● Exercise: Give back every entry exactly as it is written, but not the pictures.

● Stored data:
- - -
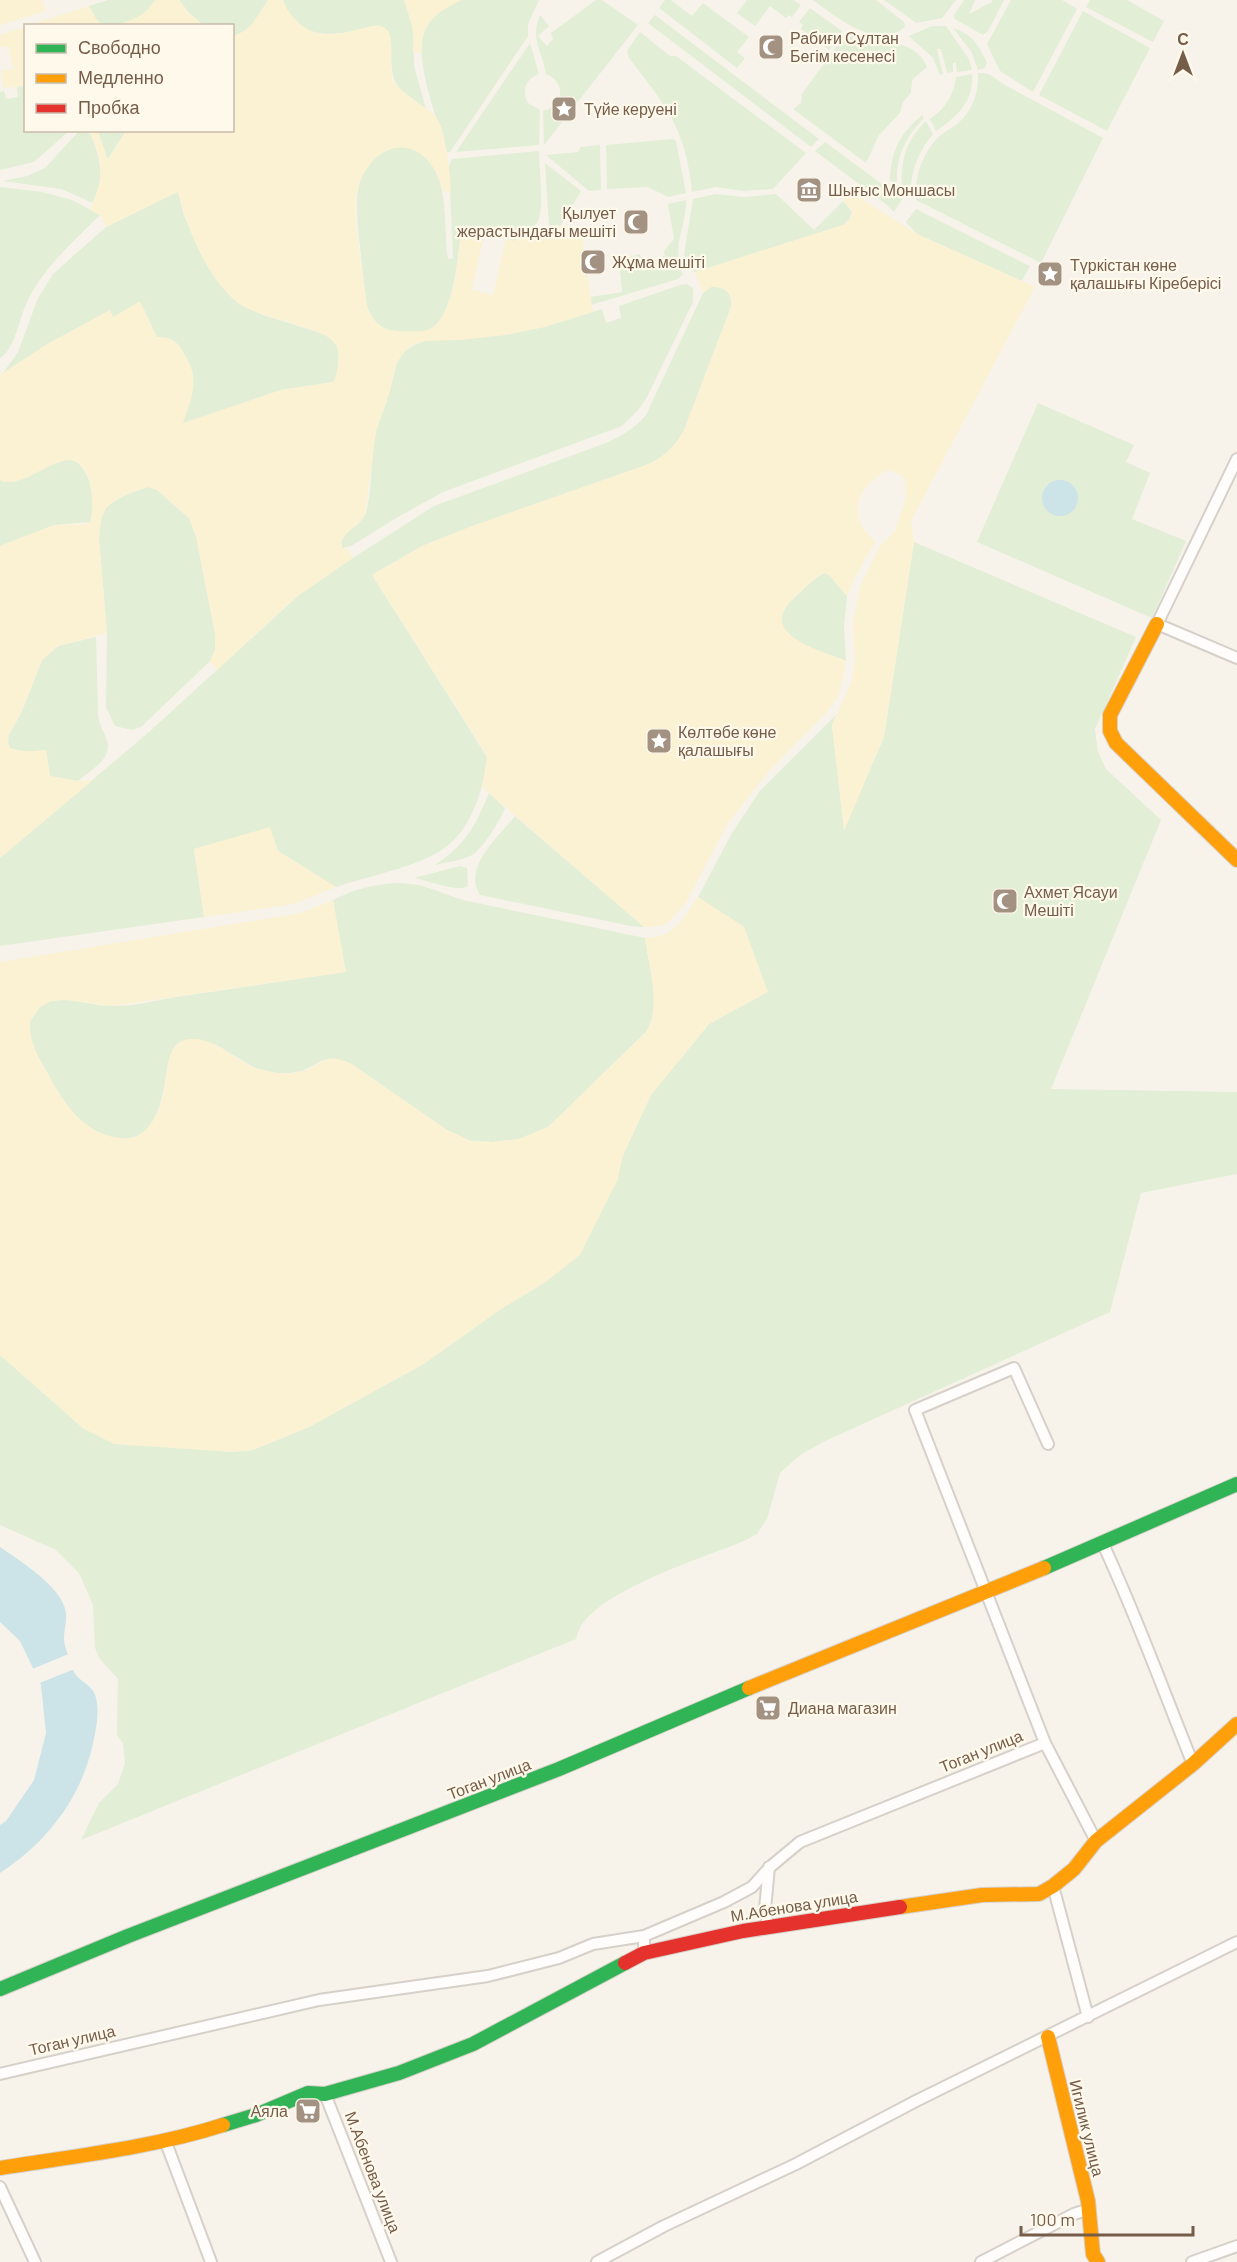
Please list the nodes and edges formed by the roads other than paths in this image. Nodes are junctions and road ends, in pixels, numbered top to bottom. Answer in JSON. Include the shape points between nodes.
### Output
{"nodes":[{"id":1,"x":1237,"y":459,"type":"edge"},
{"id":2,"x":1157,"y":624,"type":"junction"},
{"id":3,"x":1237,"y":658,"type":"edge"},
{"id":4,"x":1237,"y":860,"type":"edge"},
{"id":5,"x":1048,"y":1444,"type":"dead end"},
{"id":6,"x":1237,"y":1484,"type":"edge"},
{"id":7,"x":1102,"y":1542,"type":"junction"},
{"id":8,"x":986,"y":1590,"type":"junction"},
{"id":9,"x":1237,"y":1724,"type":"edge"},
{"id":10,"x":1045,"y":1743,"type":"junction"},
{"id":11,"x":1193,"y":1764,"type":"junction"},
{"id":12,"x":1096,"y":1841,"type":"junction"},
{"id":13,"x":770,"y":1867,"type":"junction"},
{"id":14,"x":1053,"y":1886,"type":"junction"},
{"id":15,"x":768,"y":1926,"type":"junction"},
{"id":16,"x":644,"y":1936,"type":"junction"},
{"id":17,"x":1237,"y":1942,"type":"edge"},
{"id":18,"x":644,"y":1953,"type":"junction"},
{"id":19,"x":0,"y":1989,"type":"edge"},
{"id":20,"x":1088,"y":2016,"type":"junction"},
{"id":21,"x":1048,"y":2037,"type":"junction"},
{"id":22,"x":0,"y":2074,"type":"edge"},
{"id":23,"x":325,"y":2094,"type":"junction"},
{"id":24,"x":165,"y":2140,"type":"junction"},
{"id":25,"x":0,"y":2168,"type":"edge"},
{"id":26,"x":0,"y":2187,"type":"edge"},
{"id":27,"x":1089,"y":2209,"type":"junction"},
{"id":28,"x":1237,"y":2246,"type":"edge"},
{"id":29,"x":35,"y":2262,"type":"edge"},
{"id":30,"x":211,"y":2262,"type":"edge"},
{"id":31,"x":391,"y":2262,"type":"edge"},
{"id":32,"x":597,"y":2262,"type":"edge"},
{"id":33,"x":981,"y":2262,"type":"edge"},
{"id":34,"x":1098,"y":2262,"type":"edge"},
{"id":35,"x":1192,"y":2262,"type":"edge"}],
"edges":[{"from":1,"to":2,"type":"street"},
{"from":2,"to":3,"type":"street"},
{"from":2,"to":4,"type":"street","via":[[1110,715],[1110,731],[1116,743]]},
{"from":5,"to":8,"type":"street","via":[[1014,1368],[915,1410]]},
{"from":6,"to":7,"type":"street","name":"Тоган улица"},
{"from":7,"to":8,"type":"street","name":"Тоган улица"},
{"from":7,"to":11,"type":"street","via":[[1126,1592]]},
{"from":8,"to":10,"type":"street","name":"Тоган улица"},
{"from":8,"to":19,"type":"street","name":"Тоган улица","via":[[559,1769]]},
{"from":9,"to":11,"type":"street","name":"М.Абенова улица"},
{"from":10,"to":12,"type":"street","name":"Тоган улица"},
{"from":10,"to":13,"type":"street","name":"Тоган улица","via":[[800,1842]]},
{"from":11,"to":12,"type":"street","name":"М.Абенова улица"},
{"from":12,"to":14,"type":"street","name":"М.Абенова улица","via":[[1074,1869]]},
{"from":13,"to":15,"type":"street","via":[[765,1909]]},
{"from":13,"to":16,"type":"street","name":"Тоган улица","via":[[752,1887]]},
{"from":14,"to":15,"type":"street","name":"М.Абенова улица","via":[[1039,1894],[982,1895]]},
{"from":14,"to":20,"type":"street"},
{"from":15,"to":18,"type":"street","name":"М.Абенова улица"},
{"from":16,"to":18,"type":"street"},
{"from":16,"to":22,"type":"street","name":"Тоган улица","via":[[593,1944],[559,1958],[488,1976],[319,2000]]},
{"from":17,"to":20,"type":"street"},
{"from":18,"to":23,"type":"street","name":"М.Абенова улица","via":[[472,2044],[399,2073]]},
{"from":20,"to":21,"type":"street"},
{"from":21,"to":27,"type":"street","name":"Игилик улица"},
{"from":21,"to":32,"type":"street"},
{"from":23,"to":24,"type":"street","name":"М.Абенова улица","via":[[308,2093],[256,2115]]},
{"from":23,"to":31,"type":"street","name":"М.Абенова улица"},
{"from":24,"to":25,"type":"street","name":"М.Абенова улица"},
{"from":24,"to":30,"type":"street"},
{"from":26,"to":29,"type":"street"},
{"from":27,"to":33,"type":"street"},
{"from":27,"to":34,"type":"street","name":"Игилик улица","via":[[1093,2254]]},
{"from":28,"to":35,"type":"street"}]}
- - -
● Answer to this problem:
Please list the nodes and edges formed by the roads other than paths in this image. Nodes are junctions and road ends, in pixels, numbered top to bottom. Answer in JSON. Include the shape points between nodes.
### Output
{"nodes":[{"id":1,"x":1237,"y":459,"type":"edge"},
{"id":2,"x":1157,"y":624,"type":"junction"},
{"id":3,"x":1237,"y":658,"type":"edge"},
{"id":4,"x":1237,"y":860,"type":"edge"},
{"id":5,"x":1048,"y":1444,"type":"dead end"},
{"id":6,"x":1237,"y":1484,"type":"edge"},
{"id":7,"x":1102,"y":1542,"type":"junction"},
{"id":8,"x":986,"y":1590,"type":"junction"},
{"id":9,"x":1237,"y":1724,"type":"edge"},
{"id":10,"x":1045,"y":1743,"type":"junction"},
{"id":11,"x":1193,"y":1764,"type":"junction"},
{"id":12,"x":1096,"y":1841,"type":"junction"},
{"id":13,"x":770,"y":1867,"type":"junction"},
{"id":14,"x":1053,"y":1886,"type":"junction"},
{"id":15,"x":768,"y":1926,"type":"junction"},
{"id":16,"x":644,"y":1936,"type":"junction"},
{"id":17,"x":1237,"y":1942,"type":"edge"},
{"id":18,"x":644,"y":1953,"type":"junction"},
{"id":19,"x":0,"y":1989,"type":"edge"},
{"id":20,"x":1088,"y":2016,"type":"junction"},
{"id":21,"x":1048,"y":2037,"type":"junction"},
{"id":22,"x":0,"y":2074,"type":"edge"},
{"id":23,"x":325,"y":2094,"type":"junction"},
{"id":24,"x":165,"y":2140,"type":"junction"},
{"id":25,"x":0,"y":2168,"type":"edge"},
{"id":26,"x":0,"y":2187,"type":"edge"},
{"id":27,"x":1089,"y":2209,"type":"junction"},
{"id":28,"x":1237,"y":2246,"type":"edge"},
{"id":29,"x":35,"y":2262,"type":"edge"},
{"id":30,"x":211,"y":2262,"type":"edge"},
{"id":31,"x":391,"y":2262,"type":"edge"},
{"id":32,"x":597,"y":2262,"type":"edge"},
{"id":33,"x":981,"y":2262,"type":"edge"},
{"id":34,"x":1098,"y":2262,"type":"edge"},
{"id":35,"x":1192,"y":2262,"type":"edge"}],
"edges":[{"from":1,"to":2,"type":"street"},
{"from":2,"to":3,"type":"street"},
{"from":2,"to":4,"type":"street","via":[[1110,715],[1110,731],[1116,743]]},
{"from":5,"to":8,"type":"street","via":[[1014,1368],[915,1410]]},
{"from":6,"to":7,"type":"street","name":"Тоган улица"},
{"from":7,"to":8,"type":"street","name":"Тоган улица"},
{"from":7,"to":11,"type":"street","via":[[1126,1592]]},
{"from":8,"to":10,"type":"street","name":"Тоган улица"},
{"from":8,"to":19,"type":"street","name":"Тоган улица","via":[[559,1769]]},
{"from":9,"to":11,"type":"street","name":"М.Абенова улица"},
{"from":10,"to":12,"type":"street","name":"Тоган улица"},
{"from":10,"to":13,"type":"street","name":"Тоган улица","via":[[800,1842]]},
{"from":11,"to":12,"type":"street","name":"М.Абенова улица"},
{"from":12,"to":14,"type":"street","name":"М.Абенова улица","via":[[1074,1869]]},
{"from":13,"to":15,"type":"street","via":[[765,1909]]},
{"from":13,"to":16,"type":"street","name":"Тоган улица","via":[[752,1887]]},
{"from":14,"to":15,"type":"street","name":"М.Абенова улица","via":[[1039,1894],[982,1895]]},
{"from":14,"to":20,"type":"street"},
{"from":15,"to":18,"type":"street","name":"М.Абенова улица"},
{"from":16,"to":18,"type":"street"},
{"from":16,"to":22,"type":"street","name":"Тоган улица","via":[[593,1944],[559,1958],[488,1976],[319,2000]]},
{"from":17,"to":20,"type":"street"},
{"from":18,"to":23,"type":"street","name":"М.Абенова улица","via":[[472,2044],[399,2073]]},
{"from":20,"to":21,"type":"street"},
{"from":21,"to":27,"type":"street","name":"Игилик улица"},
{"from":21,"to":32,"type":"street"},
{"from":23,"to":24,"type":"street","name":"М.Абенова улица","via":[[308,2093],[256,2115]]},
{"from":23,"to":31,"type":"street","name":"М.Абенова улица"},
{"from":24,"to":25,"type":"street","name":"М.Абенова улица"},
{"from":24,"to":30,"type":"street"},
{"from":26,"to":29,"type":"street"},
{"from":27,"to":33,"type":"street"},
{"from":27,"to":34,"type":"street","name":"Игилик улица","via":[[1093,2254]]},
{"from":28,"to":35,"type":"street"}]}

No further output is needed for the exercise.